*Directions for this task:*
Transcribe the records in their entirety, exactly as given.

(Beginning of Supplied data)

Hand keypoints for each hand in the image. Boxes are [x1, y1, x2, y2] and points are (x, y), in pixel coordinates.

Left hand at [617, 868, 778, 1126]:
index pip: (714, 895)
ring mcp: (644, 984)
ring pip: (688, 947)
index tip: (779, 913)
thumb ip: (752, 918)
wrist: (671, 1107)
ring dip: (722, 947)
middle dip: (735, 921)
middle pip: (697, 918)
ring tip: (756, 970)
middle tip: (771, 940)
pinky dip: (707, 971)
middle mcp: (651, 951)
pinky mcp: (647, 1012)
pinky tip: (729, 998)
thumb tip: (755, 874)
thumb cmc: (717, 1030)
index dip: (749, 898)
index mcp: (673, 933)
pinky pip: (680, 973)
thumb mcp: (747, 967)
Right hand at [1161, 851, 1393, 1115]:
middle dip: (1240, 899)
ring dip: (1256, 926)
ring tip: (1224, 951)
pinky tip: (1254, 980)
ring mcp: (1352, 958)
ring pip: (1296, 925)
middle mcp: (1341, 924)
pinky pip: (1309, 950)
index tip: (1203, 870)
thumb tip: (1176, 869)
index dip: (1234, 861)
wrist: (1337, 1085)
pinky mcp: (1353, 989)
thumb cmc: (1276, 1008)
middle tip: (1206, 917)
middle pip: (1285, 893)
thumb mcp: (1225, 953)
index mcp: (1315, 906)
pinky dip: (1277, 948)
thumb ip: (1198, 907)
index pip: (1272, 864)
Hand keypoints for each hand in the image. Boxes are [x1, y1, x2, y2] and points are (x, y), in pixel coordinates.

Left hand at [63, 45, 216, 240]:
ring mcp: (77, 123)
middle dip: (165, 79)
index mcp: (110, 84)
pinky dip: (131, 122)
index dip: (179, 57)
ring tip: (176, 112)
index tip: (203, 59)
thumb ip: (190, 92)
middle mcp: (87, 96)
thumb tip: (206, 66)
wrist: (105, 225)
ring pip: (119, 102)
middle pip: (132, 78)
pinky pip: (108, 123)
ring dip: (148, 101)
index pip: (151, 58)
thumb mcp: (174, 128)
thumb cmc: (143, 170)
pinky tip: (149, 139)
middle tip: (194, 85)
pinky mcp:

(End of Supplied data)

*Final answer:*
Hand keypoints for each hand in the image. Boxes are [x1, y1, x2, y2] and points are (x, y), in pixel coordinates.

Left hand at [617, 868, 778, 1126]:
index pip: (714, 895)
ring mcp: (644, 984)
ring pip: (688, 947)
index tip: (779, 913)
thumb ip: (752, 918)
wrist: (671, 1107)
ring dip: (722, 947)
middle dip: (735, 921)
middle pip: (697, 918)
ring tip: (756, 970)
middle tip: (771, 940)
pinky dip: (707, 971)
middle mcp: (651, 951)
pinky mcp: (647, 1012)
pinky tip: (729, 998)
thumb tip: (755, 874)
thumb cmc: (717, 1030)
index dip: (749, 898)
index mcp: (673, 933)
pinky pip: (680, 973)
thumb mcp: (747, 967)
Right hand at [1161, 851, 1393, 1115]:
middle dip: (1240, 899)
ring dip: (1256, 926)
ring tip: (1224, 951)
pinky tip: (1254, 980)
ring mcp: (1352, 958)
ring pip: (1296, 925)
middle mcp: (1341, 924)
pinky pip: (1309, 950)
index tip: (1203, 870)
thumb tip: (1176, 869)
index dip: (1234, 861)
wrist: (1337, 1085)
pinky mcp: (1353, 989)
thumb cmc: (1276, 1008)
middle tip: (1206, 917)
middle pip: (1285, 893)
thumb mcp: (1225, 953)
index mcp: (1315, 906)
pinky dip: (1277, 948)
thumb ip: (1198, 907)
index pip: (1272, 864)
Hand keypoints for each hand in the image. Boxes are [x1, y1, x2, y2] and points are (x, y), in pixel coordinates.

Left hand at [63, 45, 216, 240]:
ring mcp: (77, 123)
middle dip: (165, 79)
index mcp: (110, 84)
pinky dip: (131, 122)
index dip: (179, 57)
ring tip: (176, 112)
index tip: (203, 59)
thumb ip: (190, 92)
middle mcp: (87, 96)
thumb tip: (206, 66)
wrist: (105, 225)
ring pip: (119, 102)
middle pip: (132, 78)
pinky pip: (108, 123)
ring dip: (148, 101)
index pip: (151, 58)
thumb mcp: (174, 128)
thumb cmc: (143, 170)
pinky tip: (149, 139)
middle tip: (194, 85)
pinky mcp:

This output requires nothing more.